(Records from a dataset)
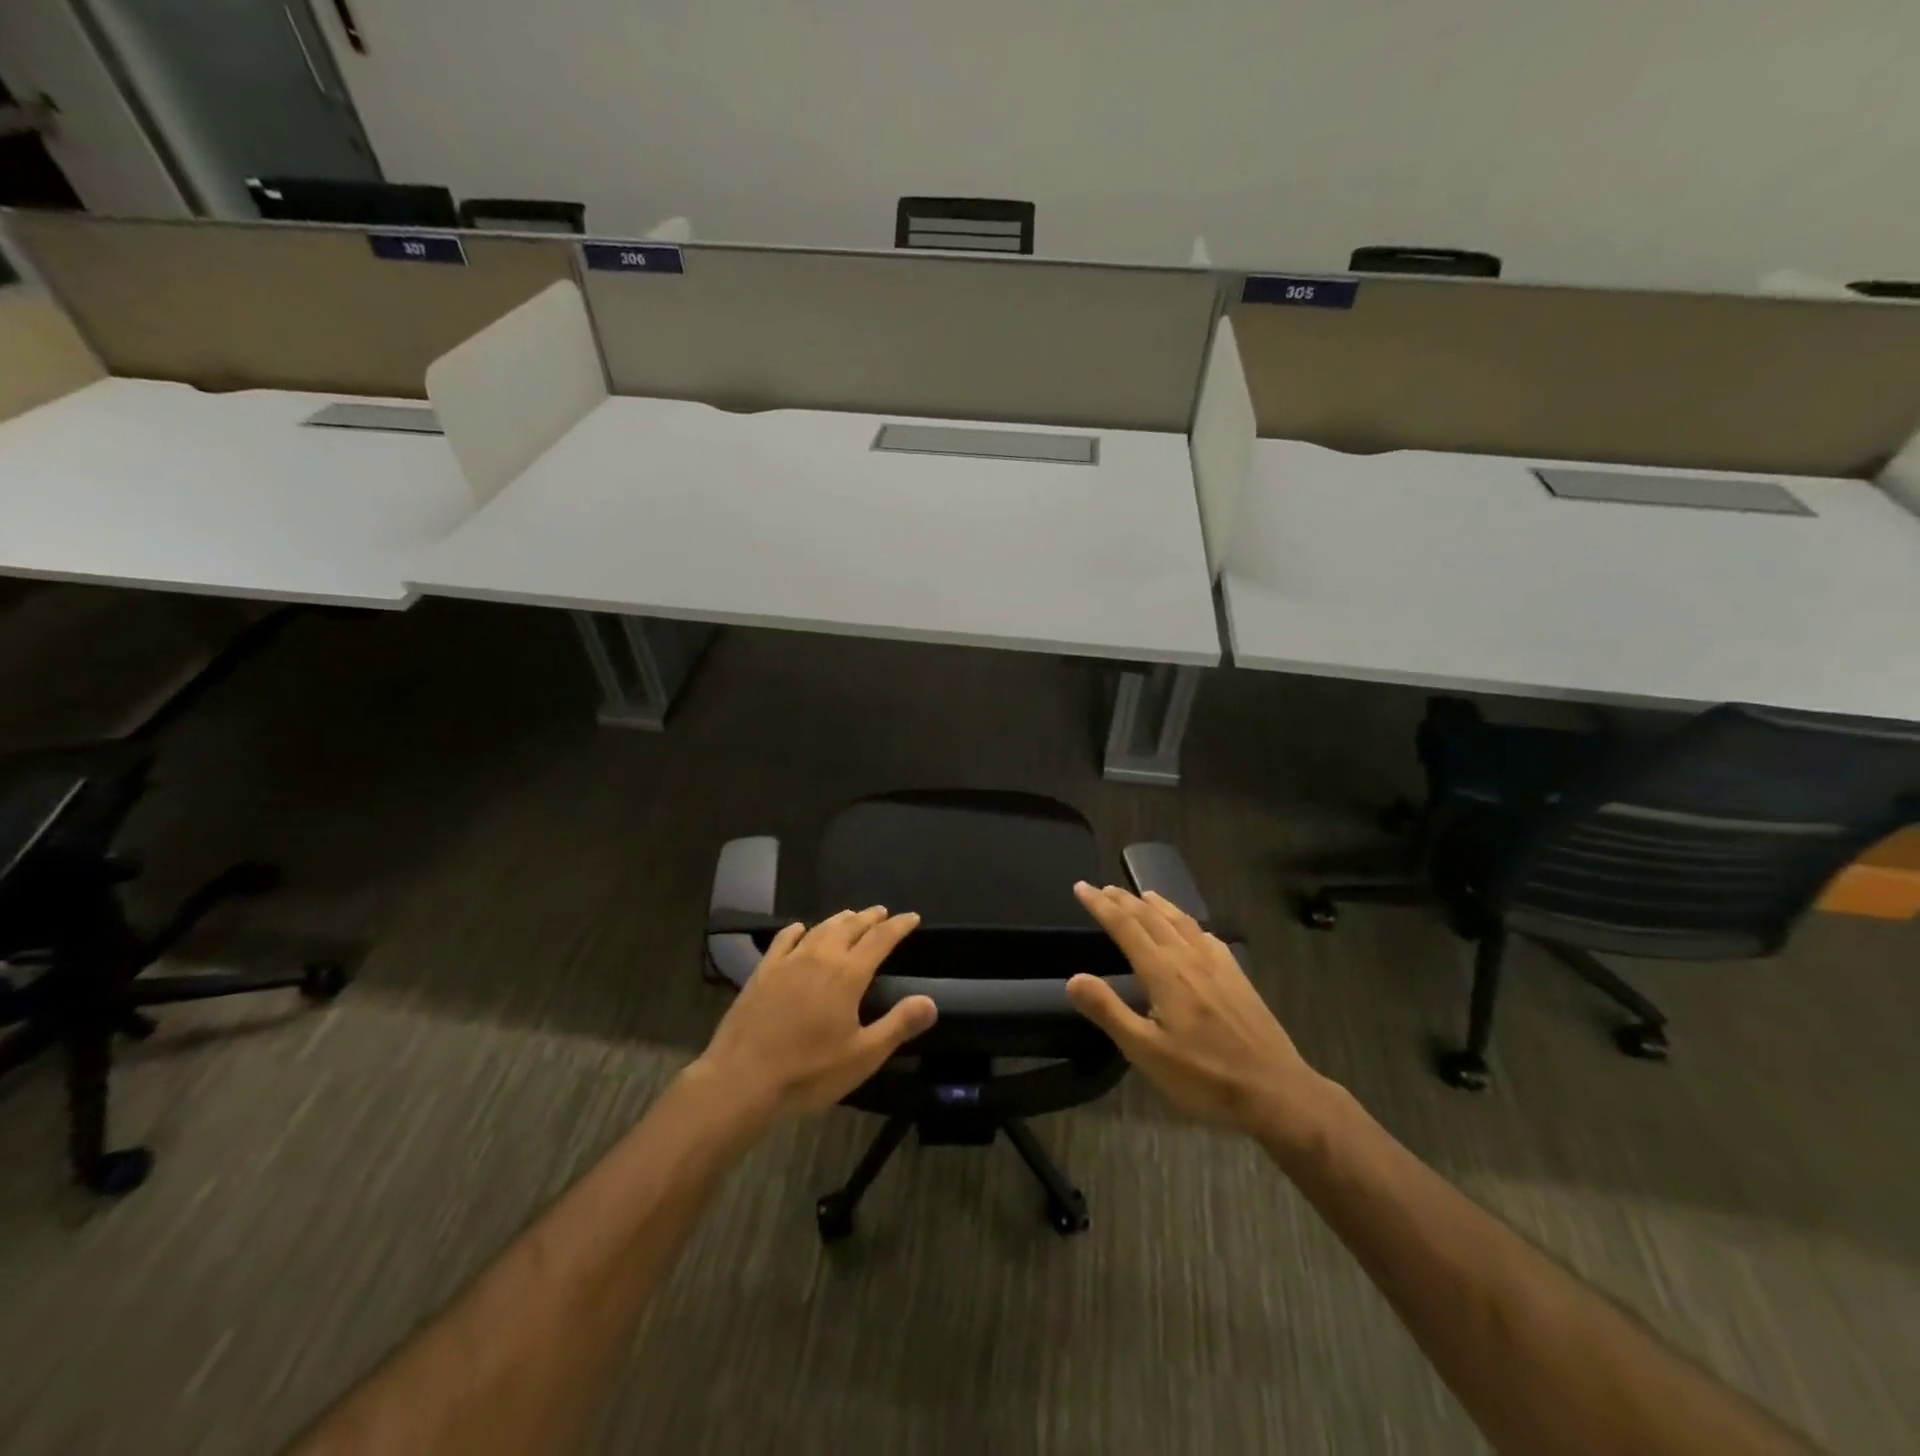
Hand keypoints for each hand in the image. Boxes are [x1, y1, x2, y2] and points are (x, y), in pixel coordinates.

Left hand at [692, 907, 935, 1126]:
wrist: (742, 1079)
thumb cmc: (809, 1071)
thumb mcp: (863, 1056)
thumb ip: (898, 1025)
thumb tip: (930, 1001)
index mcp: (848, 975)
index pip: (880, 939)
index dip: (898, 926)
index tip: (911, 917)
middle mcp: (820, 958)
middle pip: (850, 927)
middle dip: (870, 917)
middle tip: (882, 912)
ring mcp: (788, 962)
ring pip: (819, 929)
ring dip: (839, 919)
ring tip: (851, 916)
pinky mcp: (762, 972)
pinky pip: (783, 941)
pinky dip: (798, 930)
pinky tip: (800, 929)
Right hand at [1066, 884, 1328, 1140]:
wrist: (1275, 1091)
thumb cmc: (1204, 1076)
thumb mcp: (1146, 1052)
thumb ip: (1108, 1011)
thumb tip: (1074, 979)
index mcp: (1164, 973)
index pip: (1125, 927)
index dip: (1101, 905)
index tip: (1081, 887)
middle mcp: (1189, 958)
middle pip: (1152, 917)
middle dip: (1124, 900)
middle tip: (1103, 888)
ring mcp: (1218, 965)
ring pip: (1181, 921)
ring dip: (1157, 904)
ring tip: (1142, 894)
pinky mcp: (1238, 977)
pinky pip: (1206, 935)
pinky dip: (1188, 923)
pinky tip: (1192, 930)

...

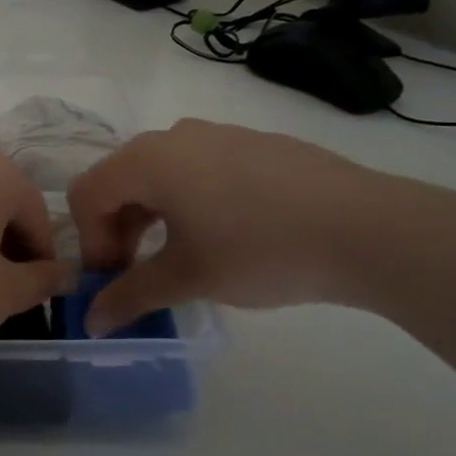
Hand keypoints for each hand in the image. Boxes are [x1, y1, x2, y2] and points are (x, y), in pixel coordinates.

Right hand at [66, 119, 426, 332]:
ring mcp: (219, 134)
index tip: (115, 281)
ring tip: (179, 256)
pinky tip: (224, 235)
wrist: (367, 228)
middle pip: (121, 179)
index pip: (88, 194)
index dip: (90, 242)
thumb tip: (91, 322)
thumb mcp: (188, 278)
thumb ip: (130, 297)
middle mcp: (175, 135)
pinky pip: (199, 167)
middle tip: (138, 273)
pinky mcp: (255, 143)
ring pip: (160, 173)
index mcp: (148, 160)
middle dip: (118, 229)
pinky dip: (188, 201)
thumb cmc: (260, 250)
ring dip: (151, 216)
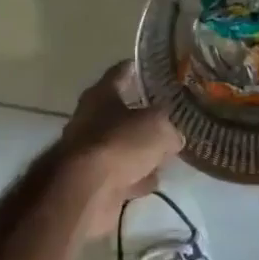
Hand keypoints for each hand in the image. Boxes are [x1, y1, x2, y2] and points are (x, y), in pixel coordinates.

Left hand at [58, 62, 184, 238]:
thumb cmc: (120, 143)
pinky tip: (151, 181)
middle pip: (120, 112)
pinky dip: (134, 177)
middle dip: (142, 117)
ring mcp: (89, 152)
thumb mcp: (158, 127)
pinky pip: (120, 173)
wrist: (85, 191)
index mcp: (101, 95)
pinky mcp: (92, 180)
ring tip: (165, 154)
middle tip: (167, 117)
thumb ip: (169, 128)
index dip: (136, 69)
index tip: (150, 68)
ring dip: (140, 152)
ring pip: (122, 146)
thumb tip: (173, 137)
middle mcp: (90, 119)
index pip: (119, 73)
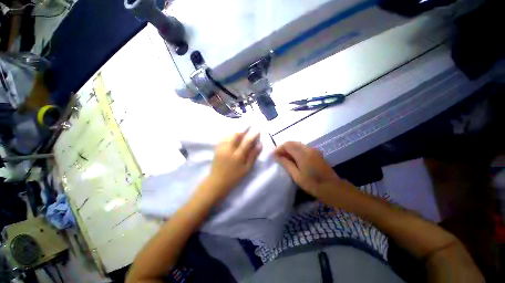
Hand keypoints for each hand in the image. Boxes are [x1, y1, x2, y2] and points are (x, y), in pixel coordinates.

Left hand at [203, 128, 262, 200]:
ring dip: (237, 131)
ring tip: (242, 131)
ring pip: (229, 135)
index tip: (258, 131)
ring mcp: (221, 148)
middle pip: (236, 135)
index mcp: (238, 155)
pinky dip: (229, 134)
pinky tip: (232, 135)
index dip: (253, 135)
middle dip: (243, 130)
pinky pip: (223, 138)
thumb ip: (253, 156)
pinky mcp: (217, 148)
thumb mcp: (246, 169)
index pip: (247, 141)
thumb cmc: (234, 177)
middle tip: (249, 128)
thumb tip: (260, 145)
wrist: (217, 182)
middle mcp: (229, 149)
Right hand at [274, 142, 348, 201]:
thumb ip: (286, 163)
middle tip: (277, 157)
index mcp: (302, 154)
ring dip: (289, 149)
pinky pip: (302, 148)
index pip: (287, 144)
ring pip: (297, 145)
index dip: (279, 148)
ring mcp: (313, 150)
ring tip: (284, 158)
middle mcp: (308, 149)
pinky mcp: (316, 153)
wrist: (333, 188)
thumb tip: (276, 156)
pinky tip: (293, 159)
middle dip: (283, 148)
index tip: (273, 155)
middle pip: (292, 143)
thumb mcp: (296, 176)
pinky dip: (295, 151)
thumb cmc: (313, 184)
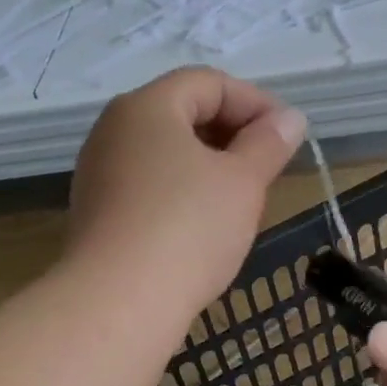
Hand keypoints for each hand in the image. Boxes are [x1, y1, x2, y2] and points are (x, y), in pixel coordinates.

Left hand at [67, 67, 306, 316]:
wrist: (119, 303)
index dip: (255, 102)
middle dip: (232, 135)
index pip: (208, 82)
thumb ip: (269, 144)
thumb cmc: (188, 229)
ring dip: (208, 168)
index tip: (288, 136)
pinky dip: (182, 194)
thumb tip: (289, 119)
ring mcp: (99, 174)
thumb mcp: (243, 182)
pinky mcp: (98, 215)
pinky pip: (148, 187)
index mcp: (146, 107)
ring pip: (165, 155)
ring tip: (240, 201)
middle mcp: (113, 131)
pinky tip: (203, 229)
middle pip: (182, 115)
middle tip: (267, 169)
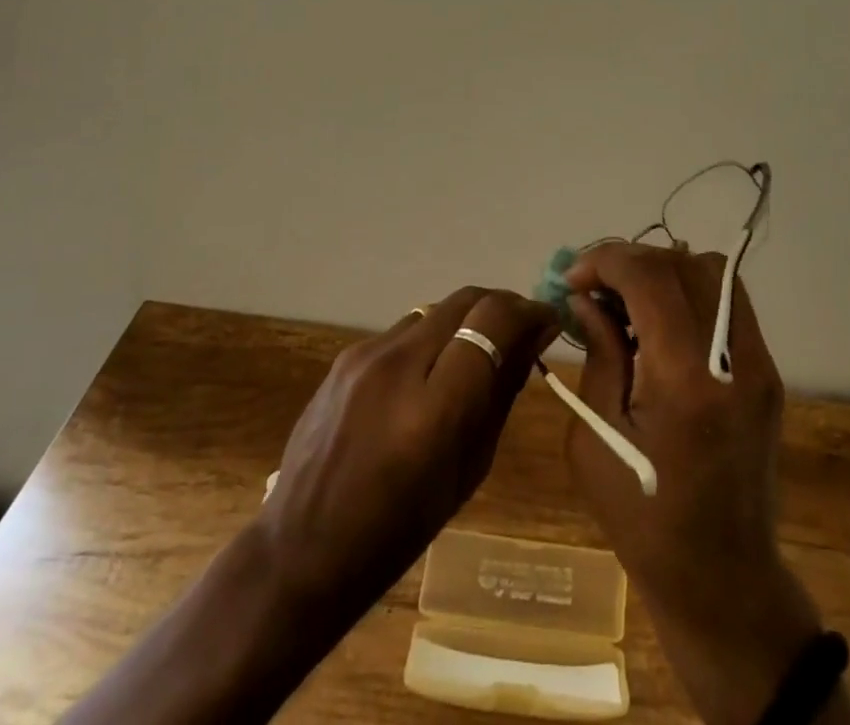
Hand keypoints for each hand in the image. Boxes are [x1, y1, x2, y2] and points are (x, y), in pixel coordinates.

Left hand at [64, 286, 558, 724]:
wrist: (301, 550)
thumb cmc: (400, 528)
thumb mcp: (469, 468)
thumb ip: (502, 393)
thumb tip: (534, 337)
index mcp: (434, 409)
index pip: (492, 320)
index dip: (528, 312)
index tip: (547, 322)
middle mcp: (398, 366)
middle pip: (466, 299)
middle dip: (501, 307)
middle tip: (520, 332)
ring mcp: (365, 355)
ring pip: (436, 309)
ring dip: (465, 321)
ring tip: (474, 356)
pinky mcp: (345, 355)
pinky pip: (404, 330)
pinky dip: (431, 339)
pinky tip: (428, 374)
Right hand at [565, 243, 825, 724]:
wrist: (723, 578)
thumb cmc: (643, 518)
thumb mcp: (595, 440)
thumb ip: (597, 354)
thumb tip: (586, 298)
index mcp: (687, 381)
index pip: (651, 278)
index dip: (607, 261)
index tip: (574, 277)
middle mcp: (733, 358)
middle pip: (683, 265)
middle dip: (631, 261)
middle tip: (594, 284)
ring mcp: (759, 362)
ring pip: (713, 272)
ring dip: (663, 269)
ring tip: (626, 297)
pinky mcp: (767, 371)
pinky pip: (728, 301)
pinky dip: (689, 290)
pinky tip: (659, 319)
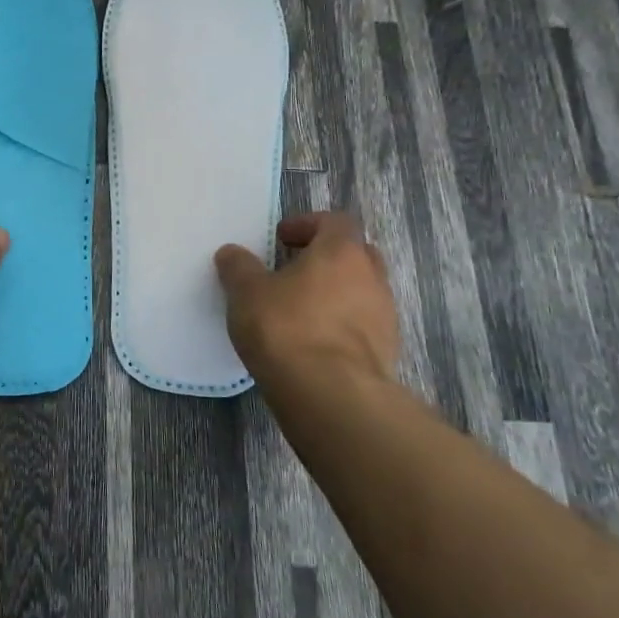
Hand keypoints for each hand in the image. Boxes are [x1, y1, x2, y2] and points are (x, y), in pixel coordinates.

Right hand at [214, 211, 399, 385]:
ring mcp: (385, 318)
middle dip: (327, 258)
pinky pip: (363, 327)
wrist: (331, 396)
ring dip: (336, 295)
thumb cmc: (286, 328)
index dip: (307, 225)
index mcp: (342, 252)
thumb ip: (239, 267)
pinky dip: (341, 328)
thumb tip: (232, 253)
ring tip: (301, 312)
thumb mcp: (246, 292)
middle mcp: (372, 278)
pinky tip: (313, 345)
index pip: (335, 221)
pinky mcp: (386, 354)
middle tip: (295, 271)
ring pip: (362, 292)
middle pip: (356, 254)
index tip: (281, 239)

* * *

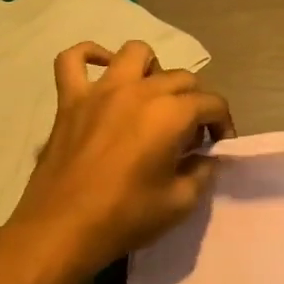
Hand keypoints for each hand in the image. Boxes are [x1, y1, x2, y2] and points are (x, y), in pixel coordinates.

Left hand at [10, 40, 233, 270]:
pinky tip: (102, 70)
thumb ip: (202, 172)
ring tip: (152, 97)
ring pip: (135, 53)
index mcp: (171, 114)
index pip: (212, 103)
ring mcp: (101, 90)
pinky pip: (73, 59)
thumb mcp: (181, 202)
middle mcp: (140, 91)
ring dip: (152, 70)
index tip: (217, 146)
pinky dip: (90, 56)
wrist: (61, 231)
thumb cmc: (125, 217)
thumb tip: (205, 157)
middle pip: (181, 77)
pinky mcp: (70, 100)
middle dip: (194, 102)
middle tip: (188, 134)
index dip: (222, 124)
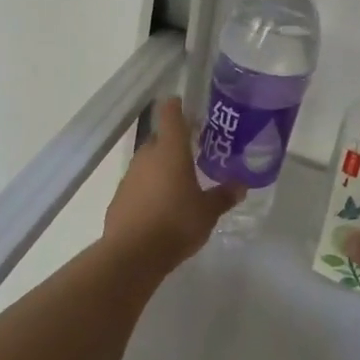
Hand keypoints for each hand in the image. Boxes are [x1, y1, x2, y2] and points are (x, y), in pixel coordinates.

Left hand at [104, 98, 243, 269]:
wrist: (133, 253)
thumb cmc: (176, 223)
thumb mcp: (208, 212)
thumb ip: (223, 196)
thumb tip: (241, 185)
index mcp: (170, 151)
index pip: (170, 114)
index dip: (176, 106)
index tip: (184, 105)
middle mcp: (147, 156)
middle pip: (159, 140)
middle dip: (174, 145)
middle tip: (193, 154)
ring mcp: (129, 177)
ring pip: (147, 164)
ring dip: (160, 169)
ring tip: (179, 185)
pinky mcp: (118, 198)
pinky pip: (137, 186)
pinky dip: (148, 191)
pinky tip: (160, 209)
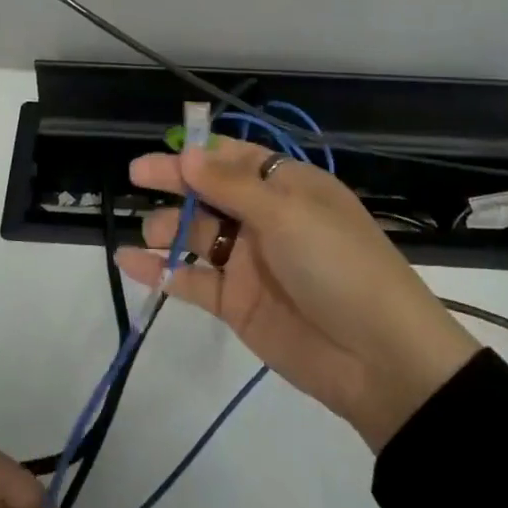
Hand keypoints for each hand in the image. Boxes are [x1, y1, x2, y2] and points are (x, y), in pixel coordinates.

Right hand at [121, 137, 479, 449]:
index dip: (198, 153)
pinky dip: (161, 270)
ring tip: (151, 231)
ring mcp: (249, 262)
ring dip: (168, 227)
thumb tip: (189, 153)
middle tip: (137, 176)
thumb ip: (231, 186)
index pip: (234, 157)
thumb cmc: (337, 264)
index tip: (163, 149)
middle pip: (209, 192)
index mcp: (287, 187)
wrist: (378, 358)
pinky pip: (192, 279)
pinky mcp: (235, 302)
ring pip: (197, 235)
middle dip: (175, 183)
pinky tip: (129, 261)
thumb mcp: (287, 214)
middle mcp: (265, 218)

• _What you have to do_
Each line above starting at the one holding "index tip: (273, 155)" and ending at the one holding "middle tip: (267, 169)" should be set down exactly as it stands, both ends included, with no pictures.

• _Written answer_
index tip: (273, 155)
middle pip: (292, 143)
thumb mcp: (296, 176)
pinky dip: (295, 151)
thumb cmc: (313, 184)
Hand keypoints for each hand in the image. Boxes are [x1, y1, x2, y2] and points are (x, y), in pixel coordinates.

Left hand at [67, 67, 306, 316]:
wrist: (119, 303)
index dip: (255, 102)
middle dip: (232, 135)
index pip: (208, 82)
thumb ip: (269, 144)
thumb cmc: (188, 229)
ring dip: (208, 168)
index tip: (288, 136)
pinky dip: (182, 194)
thumb tip: (289, 119)
ring mcp: (99, 174)
thumb mcp: (243, 182)
pinky mcp: (98, 215)
pinky pip: (148, 187)
index mcp: (146, 107)
ring pip: (165, 155)
ring tip: (240, 201)
middle mcp: (113, 131)
pinky tip: (203, 229)
middle pip: (182, 115)
middle tip: (267, 169)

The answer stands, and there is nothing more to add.